Please consider how you would feel if someone sent an email to everyone in their address book, including you, and sent it in such a way that the name and email address of every recipient of that email, including yours, is disclosed to every recipient. You have probably been a victim of such an email already and probably many of those other people who also got that email, are total strangers to you. Should those people be provided with your name and email address? Probably not! Whoever sent those messages has to respect the privacy of others when sending email to large groups of people.

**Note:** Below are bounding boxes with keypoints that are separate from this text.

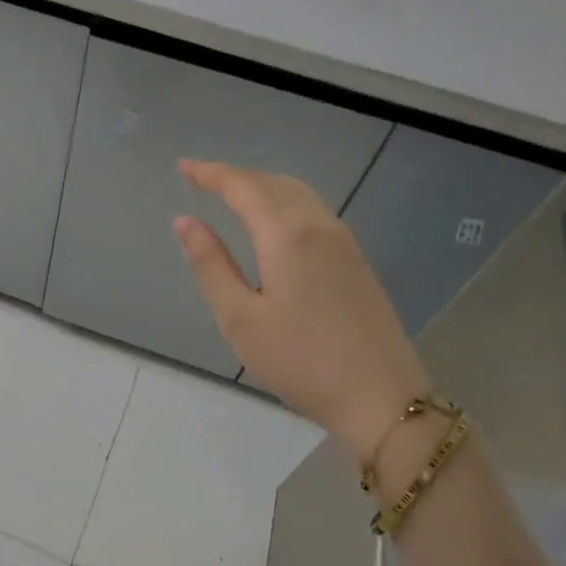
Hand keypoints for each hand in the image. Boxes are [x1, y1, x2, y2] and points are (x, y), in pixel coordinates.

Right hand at [173, 159, 428, 460]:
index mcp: (287, 234)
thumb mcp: (239, 318)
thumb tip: (185, 221)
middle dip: (236, 176)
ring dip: (262, 186)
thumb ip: (210, 265)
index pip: (243, 187)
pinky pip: (314, 211)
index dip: (210, 174)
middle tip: (202, 179)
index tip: (182, 167)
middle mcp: (319, 226)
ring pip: (298, 194)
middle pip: (273, 183)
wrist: (383, 399)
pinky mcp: (357, 262)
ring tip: (233, 194)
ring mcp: (345, 243)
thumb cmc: (300, 361)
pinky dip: (285, 201)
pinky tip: (274, 222)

Do you need to adjust your method too? If you are sending an email to all or many of your contacts, perhaps to advise everyone you correspond with that you have a new email address, then you should use the Blind Carbon Copy (Bcc) field when you are composing that message. The names and email addresses of recipients whose names you put in the Bcc field will not be disclosed to anyone else who gets the message from you. If you choose the inappropriate choice and put the recipients in the To and/or Carbon Copy (CC) fields their names (and their email address) will be disclosed to everyone who gets the message. These may be total strangers to each other, but thanks to you, they now have access to that information. This disclosure is avoided by using the Bcc field instead.
This wanton and unnecessary distribution of recipient’s names and email addresses can lead them receiving spam, virus-infected messages (from total strangers) and even be the victims of stalking. You probably wouldn’t appreciate your name and email address being handed out, without your consent, to large numbers of total strangers either. So be courteous to and respect the privacy of the people you correspond with and use the Bcc field when sending any broadcast type of email!